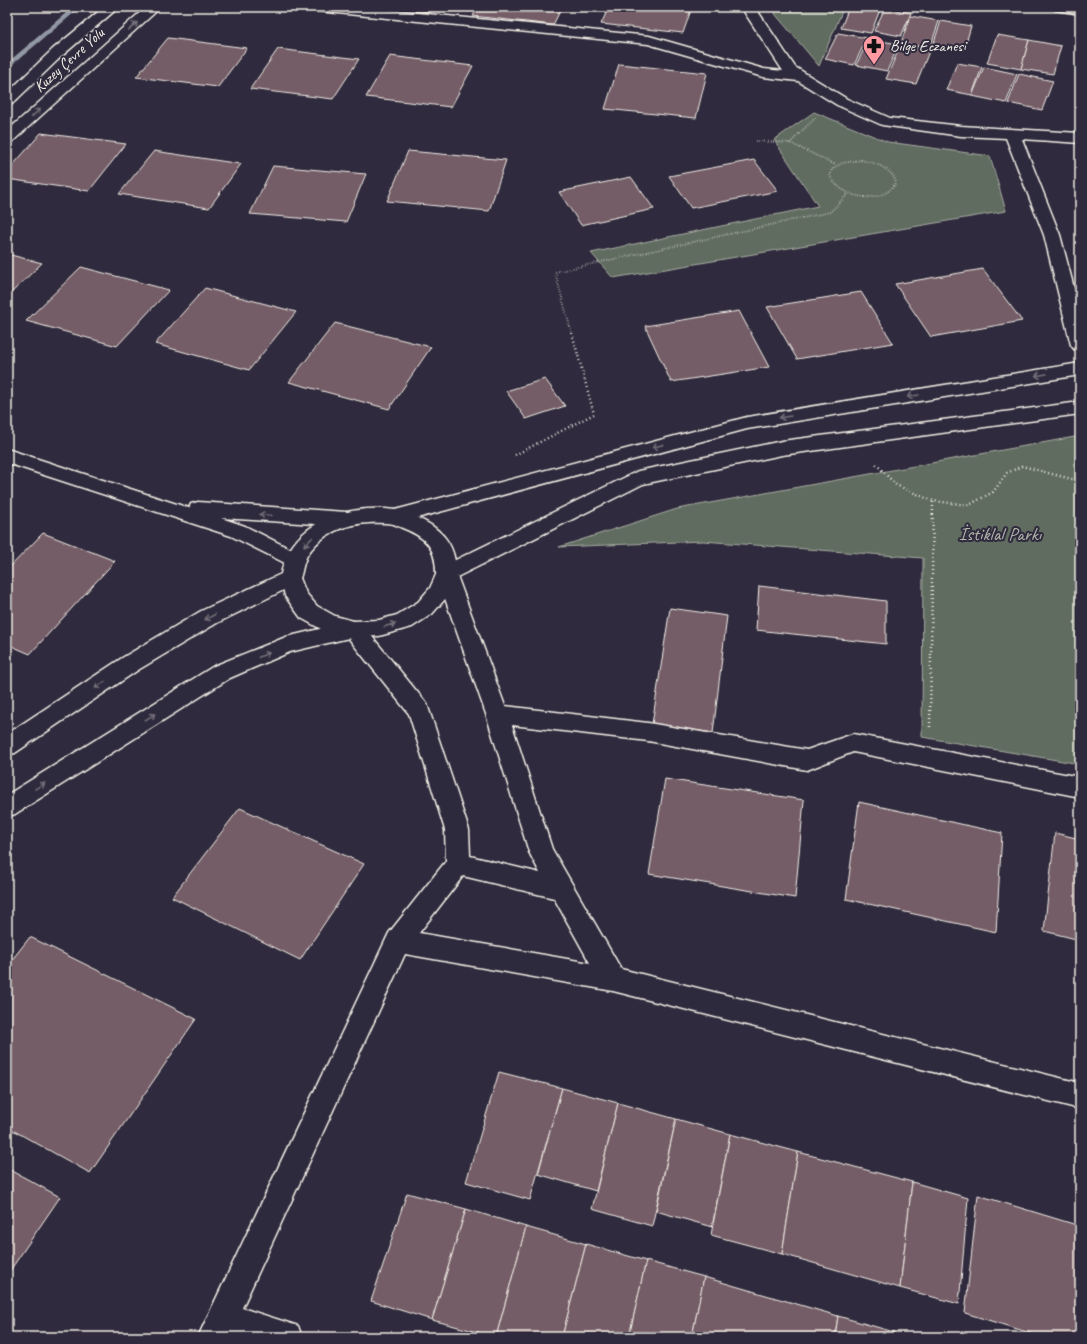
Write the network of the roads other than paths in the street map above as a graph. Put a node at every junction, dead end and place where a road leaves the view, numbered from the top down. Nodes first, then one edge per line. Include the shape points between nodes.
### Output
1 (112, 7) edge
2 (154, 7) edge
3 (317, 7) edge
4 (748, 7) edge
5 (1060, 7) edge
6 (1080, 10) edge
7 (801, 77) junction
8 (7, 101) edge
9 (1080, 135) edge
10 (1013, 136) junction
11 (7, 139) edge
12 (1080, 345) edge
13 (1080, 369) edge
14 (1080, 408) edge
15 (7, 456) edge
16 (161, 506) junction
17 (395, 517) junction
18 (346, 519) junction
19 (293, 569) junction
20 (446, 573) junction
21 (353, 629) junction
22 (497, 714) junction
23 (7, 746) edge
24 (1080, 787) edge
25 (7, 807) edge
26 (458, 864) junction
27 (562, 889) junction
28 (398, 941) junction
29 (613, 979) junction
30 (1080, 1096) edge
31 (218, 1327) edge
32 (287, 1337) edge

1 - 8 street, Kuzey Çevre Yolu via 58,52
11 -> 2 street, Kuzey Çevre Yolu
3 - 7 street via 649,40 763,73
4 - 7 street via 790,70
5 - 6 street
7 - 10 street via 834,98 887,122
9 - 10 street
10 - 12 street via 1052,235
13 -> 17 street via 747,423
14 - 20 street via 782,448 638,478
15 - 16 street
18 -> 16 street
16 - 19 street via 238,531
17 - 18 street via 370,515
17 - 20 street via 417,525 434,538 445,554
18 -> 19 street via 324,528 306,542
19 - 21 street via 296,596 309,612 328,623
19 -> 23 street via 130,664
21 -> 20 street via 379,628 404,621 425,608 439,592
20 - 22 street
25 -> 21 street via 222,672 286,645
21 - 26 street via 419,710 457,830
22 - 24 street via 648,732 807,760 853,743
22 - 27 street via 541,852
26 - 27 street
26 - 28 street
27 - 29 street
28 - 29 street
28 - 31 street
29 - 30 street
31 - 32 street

○ ○ ○ ○

**Task objective**:
Copy the entries above verbatim. Pictures do not belong in the copy.

**Answer box**:
Write the network of the roads other than paths in the street map above as a graph. Put a node at every junction, dead end and place where a road leaves the view, numbered from the top down. Nodes first, then one edge per line. Include the shape points between nodes.
### Output
1 (112, 7) edge
2 (154, 7) edge
3 (317, 7) edge
4 (748, 7) edge
5 (1060, 7) edge
6 (1080, 10) edge
7 (801, 77) junction
8 (7, 101) edge
9 (1080, 135) edge
10 (1013, 136) junction
11 (7, 139) edge
12 (1080, 345) edge
13 (1080, 369) edge
14 (1080, 408) edge
15 (7, 456) edge
16 (161, 506) junction
17 (395, 517) junction
18 (346, 519) junction
19 (293, 569) junction
20 (446, 573) junction
21 (353, 629) junction
22 (497, 714) junction
23 (7, 746) edge
24 (1080, 787) edge
25 (7, 807) edge
26 (458, 864) junction
27 (562, 889) junction
28 (398, 941) junction
29 (613, 979) junction
30 (1080, 1096) edge
31 (218, 1327) edge
32 (287, 1337) edge

1 - 8 street, Kuzey Çevre Yolu via 58,52
11 -> 2 street, Kuzey Çevre Yolu
3 - 7 street via 649,40 763,73
4 - 7 street via 790,70
5 - 6 street
7 - 10 street via 834,98 887,122
9 - 10 street
10 - 12 street via 1052,235
13 -> 17 street via 747,423
14 - 20 street via 782,448 638,478
15 - 16 street
18 -> 16 street
16 - 19 street via 238,531
17 - 18 street via 370,515
17 - 20 street via 417,525 434,538 445,554
18 -> 19 street via 324,528 306,542
19 - 21 street via 296,596 309,612 328,623
19 -> 23 street via 130,664
21 -> 20 street via 379,628 404,621 425,608 439,592
20 - 22 street
25 -> 21 street via 222,672 286,645
21 - 26 street via 419,710 457,830
22 - 24 street via 648,732 807,760 853,743
22 - 27 street via 541,852
26 - 27 street
26 - 28 street
27 - 29 street
28 - 29 street
28 - 31 street
29 - 30 street
31 - 32 street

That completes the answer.